Inside, it was expansive and sterile. A foreboding black chandelier hung in the foyer. Upstairs, there was a screening room with a large projection screen; the previous owner was leaving it behind, my parents said, for us to use. A formal dining room was painted a rich cherry red, which made the space feel gracious but oddly womb-like. The lower level was unfinished; it would be the wing where my brother and I would live, separated from my parents by two floors. I didn’t grieve the loss of my old home—the new one was a nice, shiny distraction.
That
was the fall I began attending an arts charter school across town, which I had chosen with my parents’ encouragement. I was expected to get myself there on public transportation. The new house was a short walk from a light-rail station that dropped me in downtown Portland, from which I took a public bus to school.
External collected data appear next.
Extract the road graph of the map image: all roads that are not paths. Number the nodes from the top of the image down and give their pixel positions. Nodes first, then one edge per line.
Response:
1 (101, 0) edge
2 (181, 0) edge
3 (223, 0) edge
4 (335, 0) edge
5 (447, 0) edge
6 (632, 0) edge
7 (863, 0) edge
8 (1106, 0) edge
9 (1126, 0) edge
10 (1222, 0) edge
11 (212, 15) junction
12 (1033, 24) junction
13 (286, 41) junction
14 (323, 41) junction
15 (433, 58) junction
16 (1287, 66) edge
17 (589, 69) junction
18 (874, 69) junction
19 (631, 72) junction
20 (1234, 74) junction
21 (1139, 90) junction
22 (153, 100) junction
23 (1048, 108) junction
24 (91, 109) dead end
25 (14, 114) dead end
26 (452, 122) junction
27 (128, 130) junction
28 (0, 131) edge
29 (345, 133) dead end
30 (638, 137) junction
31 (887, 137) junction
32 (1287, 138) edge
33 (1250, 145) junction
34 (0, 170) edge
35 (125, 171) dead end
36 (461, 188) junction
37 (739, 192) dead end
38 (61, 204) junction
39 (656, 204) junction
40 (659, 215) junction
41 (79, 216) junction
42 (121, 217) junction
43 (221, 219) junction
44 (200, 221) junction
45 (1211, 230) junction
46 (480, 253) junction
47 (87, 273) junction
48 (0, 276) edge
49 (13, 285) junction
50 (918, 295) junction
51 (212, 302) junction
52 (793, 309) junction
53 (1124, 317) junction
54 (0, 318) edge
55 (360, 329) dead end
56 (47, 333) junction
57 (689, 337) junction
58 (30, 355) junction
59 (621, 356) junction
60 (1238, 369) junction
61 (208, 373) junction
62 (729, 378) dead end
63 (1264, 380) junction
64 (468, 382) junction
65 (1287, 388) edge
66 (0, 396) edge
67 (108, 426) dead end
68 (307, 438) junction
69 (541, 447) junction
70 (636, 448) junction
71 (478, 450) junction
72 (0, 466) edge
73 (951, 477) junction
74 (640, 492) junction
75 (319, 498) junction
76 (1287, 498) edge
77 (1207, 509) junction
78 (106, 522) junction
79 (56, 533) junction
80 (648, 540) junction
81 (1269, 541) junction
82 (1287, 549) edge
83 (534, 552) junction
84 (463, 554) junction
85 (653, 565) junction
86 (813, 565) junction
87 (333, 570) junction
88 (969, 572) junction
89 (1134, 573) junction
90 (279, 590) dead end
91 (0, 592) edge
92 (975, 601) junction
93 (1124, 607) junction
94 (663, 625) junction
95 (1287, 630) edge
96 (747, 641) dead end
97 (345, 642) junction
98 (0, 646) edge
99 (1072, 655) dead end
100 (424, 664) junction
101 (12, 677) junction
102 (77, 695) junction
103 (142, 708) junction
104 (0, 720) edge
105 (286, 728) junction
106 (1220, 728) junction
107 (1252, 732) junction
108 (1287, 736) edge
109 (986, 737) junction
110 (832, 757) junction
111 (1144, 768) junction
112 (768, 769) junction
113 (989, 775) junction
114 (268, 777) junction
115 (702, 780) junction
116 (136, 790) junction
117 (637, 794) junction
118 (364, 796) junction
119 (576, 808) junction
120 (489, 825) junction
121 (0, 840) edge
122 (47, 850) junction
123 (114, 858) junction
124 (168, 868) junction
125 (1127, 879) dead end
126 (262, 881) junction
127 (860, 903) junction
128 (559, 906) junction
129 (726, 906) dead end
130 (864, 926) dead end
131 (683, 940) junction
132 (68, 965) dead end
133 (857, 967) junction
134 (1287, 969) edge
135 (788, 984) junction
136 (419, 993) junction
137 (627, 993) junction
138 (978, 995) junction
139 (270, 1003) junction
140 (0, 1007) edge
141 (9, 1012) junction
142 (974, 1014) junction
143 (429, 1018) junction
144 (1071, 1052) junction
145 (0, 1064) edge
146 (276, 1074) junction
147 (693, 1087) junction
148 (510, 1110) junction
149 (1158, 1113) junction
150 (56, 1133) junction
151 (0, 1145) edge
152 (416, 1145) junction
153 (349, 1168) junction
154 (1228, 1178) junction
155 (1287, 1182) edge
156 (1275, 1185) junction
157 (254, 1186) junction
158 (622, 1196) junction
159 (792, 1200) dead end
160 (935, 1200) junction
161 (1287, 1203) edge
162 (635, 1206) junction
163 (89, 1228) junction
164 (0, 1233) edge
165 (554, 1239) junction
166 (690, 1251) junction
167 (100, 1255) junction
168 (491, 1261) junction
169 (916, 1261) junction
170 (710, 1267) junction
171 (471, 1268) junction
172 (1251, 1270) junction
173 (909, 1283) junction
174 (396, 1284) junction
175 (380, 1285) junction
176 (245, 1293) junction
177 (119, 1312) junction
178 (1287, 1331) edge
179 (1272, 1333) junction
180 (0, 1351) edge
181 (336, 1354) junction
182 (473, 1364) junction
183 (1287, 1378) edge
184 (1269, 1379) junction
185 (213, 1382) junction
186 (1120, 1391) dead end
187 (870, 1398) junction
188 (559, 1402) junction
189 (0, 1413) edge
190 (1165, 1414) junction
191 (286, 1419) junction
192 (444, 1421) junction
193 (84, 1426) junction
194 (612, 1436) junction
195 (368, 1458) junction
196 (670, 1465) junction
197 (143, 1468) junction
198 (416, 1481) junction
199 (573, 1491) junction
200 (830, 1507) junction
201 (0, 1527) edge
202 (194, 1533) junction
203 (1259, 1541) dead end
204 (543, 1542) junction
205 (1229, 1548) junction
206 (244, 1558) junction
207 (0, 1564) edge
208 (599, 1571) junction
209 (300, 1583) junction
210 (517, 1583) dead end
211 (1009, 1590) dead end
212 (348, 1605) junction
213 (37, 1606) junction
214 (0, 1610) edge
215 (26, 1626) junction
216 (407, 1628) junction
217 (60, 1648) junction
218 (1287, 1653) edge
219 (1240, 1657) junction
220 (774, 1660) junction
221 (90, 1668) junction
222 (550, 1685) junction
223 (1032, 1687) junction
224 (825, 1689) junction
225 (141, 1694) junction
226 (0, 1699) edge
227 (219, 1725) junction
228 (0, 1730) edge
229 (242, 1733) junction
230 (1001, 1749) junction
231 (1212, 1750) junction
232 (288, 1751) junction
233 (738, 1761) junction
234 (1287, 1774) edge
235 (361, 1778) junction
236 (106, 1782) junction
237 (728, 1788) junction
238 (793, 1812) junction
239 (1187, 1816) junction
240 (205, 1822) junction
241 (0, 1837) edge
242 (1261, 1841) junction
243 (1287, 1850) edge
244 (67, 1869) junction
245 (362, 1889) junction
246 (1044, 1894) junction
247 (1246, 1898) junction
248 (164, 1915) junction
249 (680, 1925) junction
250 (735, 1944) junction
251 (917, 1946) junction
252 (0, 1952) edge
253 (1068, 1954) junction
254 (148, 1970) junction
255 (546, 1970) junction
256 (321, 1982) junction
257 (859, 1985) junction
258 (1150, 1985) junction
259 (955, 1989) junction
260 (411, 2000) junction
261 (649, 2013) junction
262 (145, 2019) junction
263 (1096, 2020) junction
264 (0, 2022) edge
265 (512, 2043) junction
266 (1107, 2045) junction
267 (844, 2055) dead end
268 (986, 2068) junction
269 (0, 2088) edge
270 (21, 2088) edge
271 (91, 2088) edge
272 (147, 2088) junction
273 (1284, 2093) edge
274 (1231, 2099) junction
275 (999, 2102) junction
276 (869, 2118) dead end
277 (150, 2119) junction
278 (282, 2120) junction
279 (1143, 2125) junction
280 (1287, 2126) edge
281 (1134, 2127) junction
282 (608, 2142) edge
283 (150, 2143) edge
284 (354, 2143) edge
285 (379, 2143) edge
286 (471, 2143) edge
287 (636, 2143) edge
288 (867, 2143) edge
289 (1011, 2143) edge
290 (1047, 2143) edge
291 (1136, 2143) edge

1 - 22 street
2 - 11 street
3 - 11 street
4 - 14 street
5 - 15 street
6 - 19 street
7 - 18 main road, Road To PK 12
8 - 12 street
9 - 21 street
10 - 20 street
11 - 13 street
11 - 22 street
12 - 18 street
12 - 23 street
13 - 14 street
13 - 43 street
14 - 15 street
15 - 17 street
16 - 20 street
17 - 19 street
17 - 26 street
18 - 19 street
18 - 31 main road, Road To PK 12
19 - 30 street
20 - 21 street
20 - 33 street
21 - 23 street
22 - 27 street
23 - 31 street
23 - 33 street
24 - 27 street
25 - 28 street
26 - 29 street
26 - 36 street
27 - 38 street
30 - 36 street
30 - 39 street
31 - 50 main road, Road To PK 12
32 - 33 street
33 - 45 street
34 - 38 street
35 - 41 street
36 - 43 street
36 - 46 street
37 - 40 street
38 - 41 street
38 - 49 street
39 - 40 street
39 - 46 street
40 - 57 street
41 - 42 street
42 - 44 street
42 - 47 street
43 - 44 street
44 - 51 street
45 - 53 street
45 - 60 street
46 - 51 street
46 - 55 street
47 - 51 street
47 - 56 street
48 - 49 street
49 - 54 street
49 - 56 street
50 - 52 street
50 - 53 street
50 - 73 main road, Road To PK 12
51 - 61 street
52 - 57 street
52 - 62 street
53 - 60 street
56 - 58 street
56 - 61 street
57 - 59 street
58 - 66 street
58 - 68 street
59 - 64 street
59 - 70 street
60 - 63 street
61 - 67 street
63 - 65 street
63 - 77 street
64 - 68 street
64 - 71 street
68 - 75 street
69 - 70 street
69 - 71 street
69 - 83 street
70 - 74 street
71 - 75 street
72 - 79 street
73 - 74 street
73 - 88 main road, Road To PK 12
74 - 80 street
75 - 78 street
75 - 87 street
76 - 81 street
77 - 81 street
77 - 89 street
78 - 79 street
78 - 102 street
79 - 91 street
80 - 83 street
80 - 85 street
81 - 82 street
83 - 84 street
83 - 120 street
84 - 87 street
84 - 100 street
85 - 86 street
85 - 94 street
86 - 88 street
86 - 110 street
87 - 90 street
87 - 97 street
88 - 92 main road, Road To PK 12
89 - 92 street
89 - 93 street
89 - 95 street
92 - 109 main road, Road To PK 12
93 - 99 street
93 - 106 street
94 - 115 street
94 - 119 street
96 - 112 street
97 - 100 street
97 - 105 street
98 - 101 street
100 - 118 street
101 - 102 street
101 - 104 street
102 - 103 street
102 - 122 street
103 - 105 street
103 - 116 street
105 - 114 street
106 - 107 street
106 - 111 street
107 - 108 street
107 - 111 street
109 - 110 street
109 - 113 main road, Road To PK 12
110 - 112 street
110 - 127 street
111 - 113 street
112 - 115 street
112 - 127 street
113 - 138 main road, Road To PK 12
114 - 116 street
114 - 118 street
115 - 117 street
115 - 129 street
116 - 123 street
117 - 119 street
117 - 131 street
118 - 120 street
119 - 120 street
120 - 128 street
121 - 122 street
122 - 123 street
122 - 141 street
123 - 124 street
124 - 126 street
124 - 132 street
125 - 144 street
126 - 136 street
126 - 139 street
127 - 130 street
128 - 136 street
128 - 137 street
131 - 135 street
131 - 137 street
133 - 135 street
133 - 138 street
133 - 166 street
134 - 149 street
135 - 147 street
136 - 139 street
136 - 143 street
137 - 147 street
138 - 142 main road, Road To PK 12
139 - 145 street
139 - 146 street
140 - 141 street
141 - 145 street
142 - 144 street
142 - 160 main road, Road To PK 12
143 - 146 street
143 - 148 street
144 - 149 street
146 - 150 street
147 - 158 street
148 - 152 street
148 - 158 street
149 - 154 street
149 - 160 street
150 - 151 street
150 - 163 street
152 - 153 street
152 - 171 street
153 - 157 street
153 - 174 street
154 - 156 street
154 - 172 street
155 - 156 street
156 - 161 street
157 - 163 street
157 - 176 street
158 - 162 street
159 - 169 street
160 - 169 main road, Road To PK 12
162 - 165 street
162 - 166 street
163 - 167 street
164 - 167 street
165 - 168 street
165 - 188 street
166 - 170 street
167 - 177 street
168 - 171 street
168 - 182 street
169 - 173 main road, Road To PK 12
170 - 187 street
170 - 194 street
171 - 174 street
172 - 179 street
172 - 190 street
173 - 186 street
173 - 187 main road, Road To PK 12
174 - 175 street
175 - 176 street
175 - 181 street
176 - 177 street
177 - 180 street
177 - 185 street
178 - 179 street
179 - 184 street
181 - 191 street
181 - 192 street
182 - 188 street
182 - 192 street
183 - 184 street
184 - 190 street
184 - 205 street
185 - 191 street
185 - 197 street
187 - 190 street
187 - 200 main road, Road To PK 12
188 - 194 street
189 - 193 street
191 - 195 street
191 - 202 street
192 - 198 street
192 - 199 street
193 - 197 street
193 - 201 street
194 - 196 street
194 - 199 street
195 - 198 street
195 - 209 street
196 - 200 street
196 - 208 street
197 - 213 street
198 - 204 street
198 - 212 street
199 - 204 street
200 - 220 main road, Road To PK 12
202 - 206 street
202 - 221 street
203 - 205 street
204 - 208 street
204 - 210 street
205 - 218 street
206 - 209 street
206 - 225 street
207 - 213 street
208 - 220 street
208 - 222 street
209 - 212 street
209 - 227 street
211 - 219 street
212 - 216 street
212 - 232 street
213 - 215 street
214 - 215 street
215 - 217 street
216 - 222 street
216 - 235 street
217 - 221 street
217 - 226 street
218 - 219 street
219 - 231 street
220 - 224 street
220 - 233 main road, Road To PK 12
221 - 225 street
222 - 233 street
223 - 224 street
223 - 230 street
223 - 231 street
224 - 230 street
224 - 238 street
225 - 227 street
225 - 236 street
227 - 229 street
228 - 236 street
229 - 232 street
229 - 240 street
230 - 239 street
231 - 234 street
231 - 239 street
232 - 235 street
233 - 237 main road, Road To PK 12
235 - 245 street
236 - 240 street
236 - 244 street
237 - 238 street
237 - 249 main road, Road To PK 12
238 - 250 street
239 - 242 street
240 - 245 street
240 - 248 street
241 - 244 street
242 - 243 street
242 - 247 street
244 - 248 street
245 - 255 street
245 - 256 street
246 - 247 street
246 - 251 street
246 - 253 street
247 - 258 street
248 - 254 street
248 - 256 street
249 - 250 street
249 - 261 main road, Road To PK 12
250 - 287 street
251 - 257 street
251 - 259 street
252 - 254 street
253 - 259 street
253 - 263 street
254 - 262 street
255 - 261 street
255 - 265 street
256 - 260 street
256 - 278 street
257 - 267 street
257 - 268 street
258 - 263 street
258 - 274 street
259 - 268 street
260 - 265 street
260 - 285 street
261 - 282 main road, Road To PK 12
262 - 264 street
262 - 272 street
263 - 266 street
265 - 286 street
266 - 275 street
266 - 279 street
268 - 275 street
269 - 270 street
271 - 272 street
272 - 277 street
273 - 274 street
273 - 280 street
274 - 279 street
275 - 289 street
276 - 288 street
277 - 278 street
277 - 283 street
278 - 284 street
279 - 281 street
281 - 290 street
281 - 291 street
I resented that my mother wouldn’t drive me and pick me up, like most of my friends’ mothers did, and as I rode the bus through the grimier corners of downtown, where crackheads ambled through the streets and a cluster of homeless shelters and methadone clinics created packs of panhandlers at the bus stop, I was angry at her for what I experienced as abandonment, or neglect. But on another level, I felt empowered by my independence. My father was often away and my mother was distracted furnishing our new home and starting her new career—she had launched a small practice as a financial planner after working as a therapist for years—which made it possible for me to spend the hours after school how I pleased, with little oversight.
Moreover, I liked my new school, where everyone was at least a little bit strange: artistic introverts, kids who already worked professionally as dancers in the local ballet, musical theater geeks. The grades were mixed, meaning that I, young for my grade at ten years old, was in classes with kids who were several years older.
It was there, in a theater class, at age eleven, that I met Cassie; at fourteen, she seemed impressively worldly. She wore men’s T-shirts and had buzzed her hair; she was the first person I ever heard say that “gender is a spectrum.”
In my beginners’ dance class, I was introduced to a boy named Jerick. He was already popular and well liked; the older girls fawned over him, and I envied both him for being so adored and the girls who were close to him. He was taller than I was, and slimmer. He had shaggy hair that he colored with Sun-In or lemon juice. In class, he stood at the front while I preferred to hide in the back of the room, but as I stared at his back, I wanted to run a finger down his spine, to make him shiver. I felt a desire to be close to him that I couldn’t quite explain, some tingling when he passed in the hallway that felt strange and intimate.